[algorithm] What is the difference between a generative and a discriminative algorithm?

The short answer

Many of the answers here rely on the widely-used mathematical definition [1]:

  • Discriminative models directly learn the conditional predictive distribution p(y|x).
  • Generative models learn the joint distribution p(x,y) (or rather, p(x|y) and p(y)).
    • Predictive distribution p(y|x) can be obtained with Bayes' rule.

Although very useful, this narrow definition assumes the supervised setting, and is less handy when examining unsupervised or semi-supervised methods. It also doesn't apply to many contemporary approaches for deep generative modeling. For example, now we have implicit generative models, e.g. Generative Adversarial Networks (GANs), which are sampling-based and don't even explicitly model the probability density p(x) (instead learning a divergence measure via the discriminator network). But we call them "generative models” since they are used to generate (high-dimensional [10]) samples.

A broader and more fundamental definition [2] seems equally fitting for this general question:

  • Discriminative models learn the boundary between classes.
    • So they can discriminate between different kinds of data instances.
  • Generative models learn the distribution of data.
    • So they can generate new data instances.

From http://primo.ai/index.php?title=Discriminative_vs._Generative Image source


A closer look

Even so, this question implies somewhat of a false dichotomy [3]. The generative-discriminative "dichotomy" is in fact a spectrum which you can even smoothly interpolate between [4].

As a consequence, this distinction gets arbitrary and confusing, especially when many popular models do not neatly fall into one or the other [5,6], or are in fact hybrid models (combinations of classically "discriminative" and "generative" models).

Nevertheless it's still a highly useful and common distinction to make.

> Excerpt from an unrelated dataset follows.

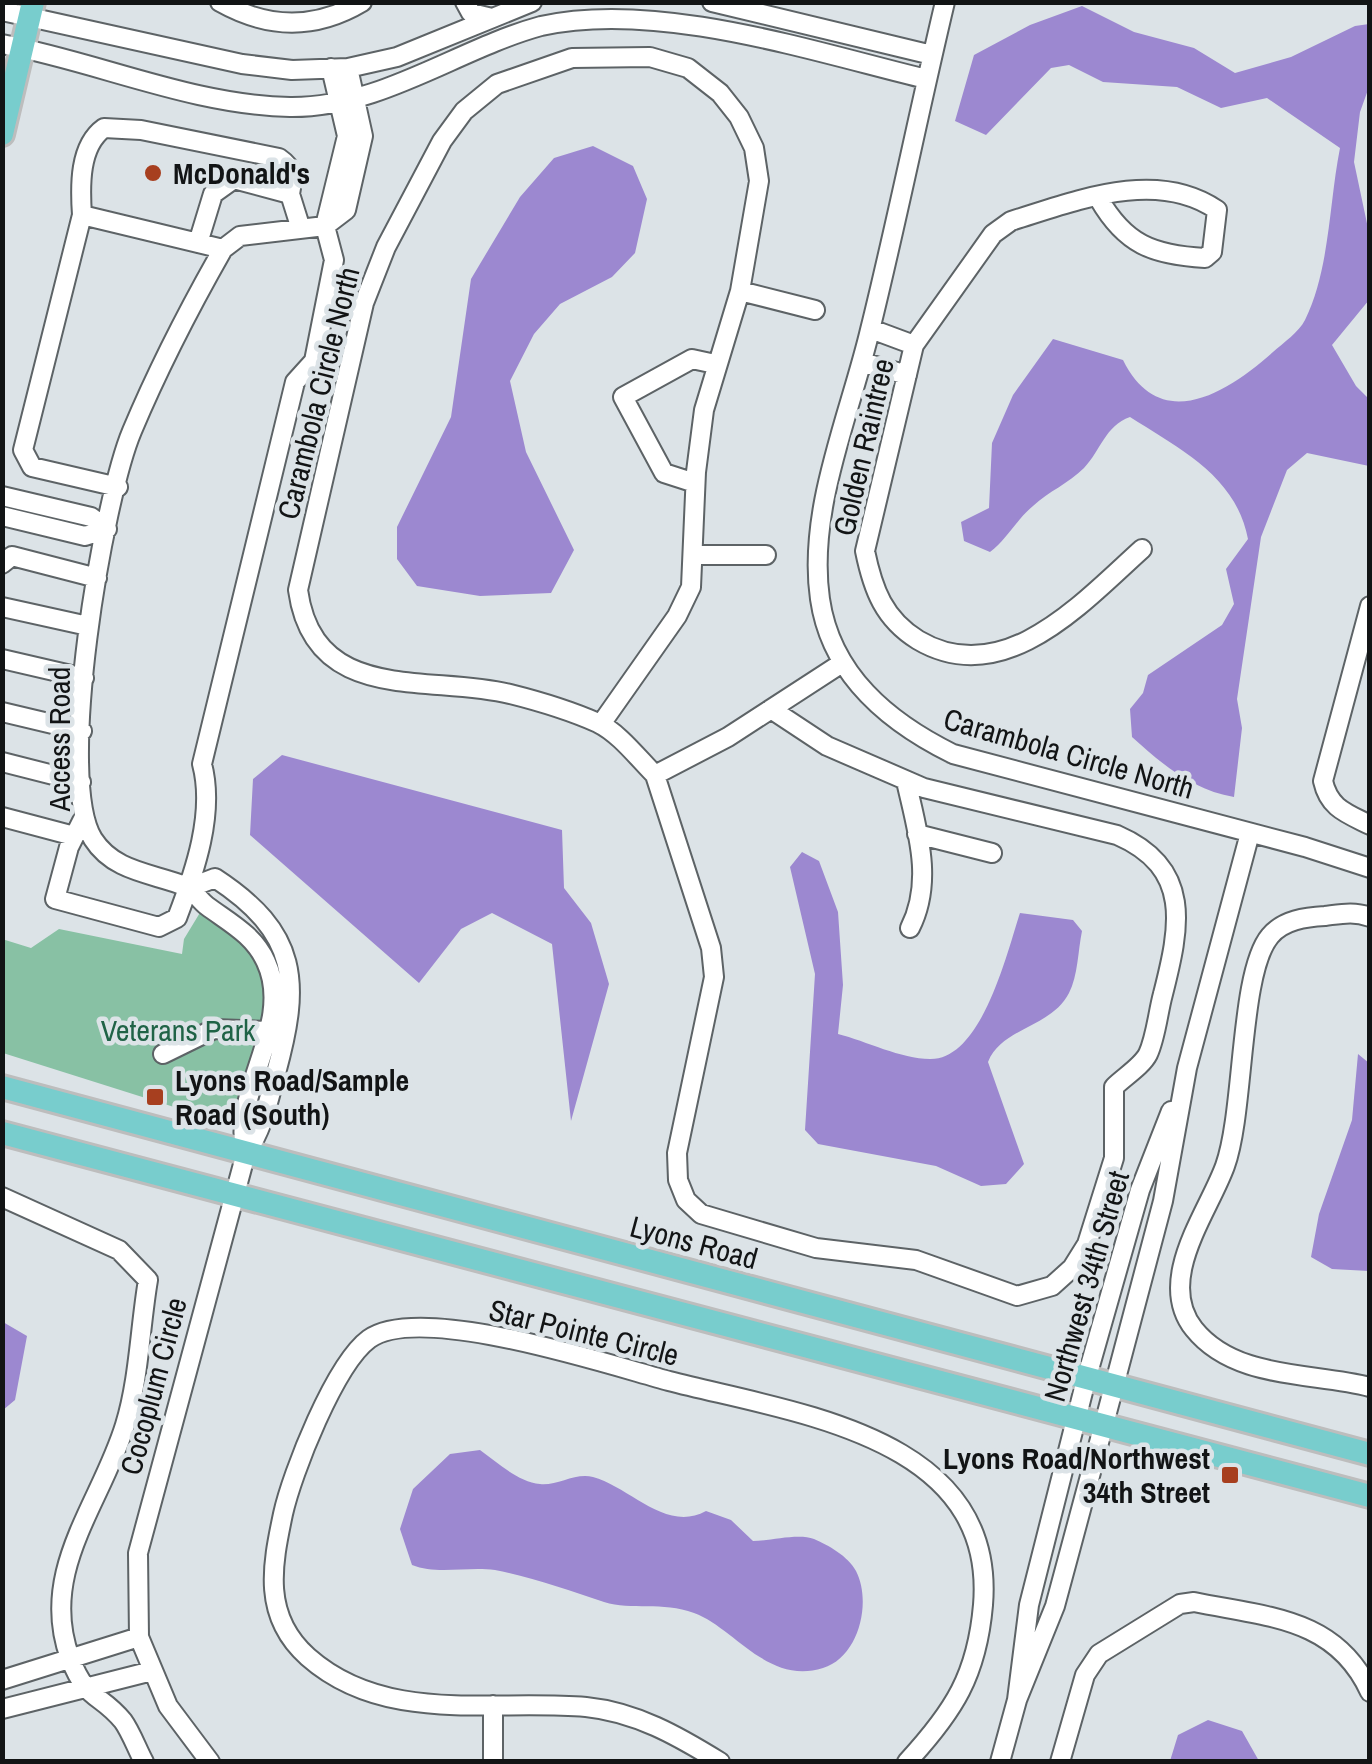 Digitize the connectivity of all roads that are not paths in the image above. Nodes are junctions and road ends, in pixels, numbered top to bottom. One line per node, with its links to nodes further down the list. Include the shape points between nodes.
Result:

We can list some clear-cut examples of generative and discriminative models, both canonical and recent:

  • Generative: Naive Bayes, latent Dirichlet allocation (LDA), Generative Adversarial Networks (GAN), Variational Autoencoders (VAE), normalizing flows.
  • Discriminative: Support vector machine (SVM), logistic regression, most deep neural networks.

There is also a lot of interesting work deeply examining the generative-discriminative divide [7] and spectrum [4,8], and even transforming discriminative models into generative models [9].

In the end, definitions are constantly evolving, especially in this rapidly growing field :) It's best to take them with a pinch of salt, and maybe even redefine them for yourself and others.


Sources

  1. Possibly originating from "Machine Learning - Discriminative and Generative" (Tony Jebara, 2004).
  2. Crash Course in Machine Learning by Google
  3. The Generative-Discriminative Fallacy
  4. "Principled Hybrids of Generative and Discriminative Models" (Lasserre et al., 2006)
  5. @shimao's question
  6. Binu Jasim's answer
  7. Comparing logistic regression and naive Bayes:
  8. https://www.microsoft.com/en-us/research/wp-content/uploads/2016/04/DengJaitly2015-ch1-2.pdf
  9. "Your classifier is secretly an energy-based model" (Grathwohl et al., 2019)
  10. Stanford CS236 notes: Technically, a probabilistic discriminative model is also a generative model of the labels conditioned on the data. However, the term generative models is typically reserved for high dimensional data.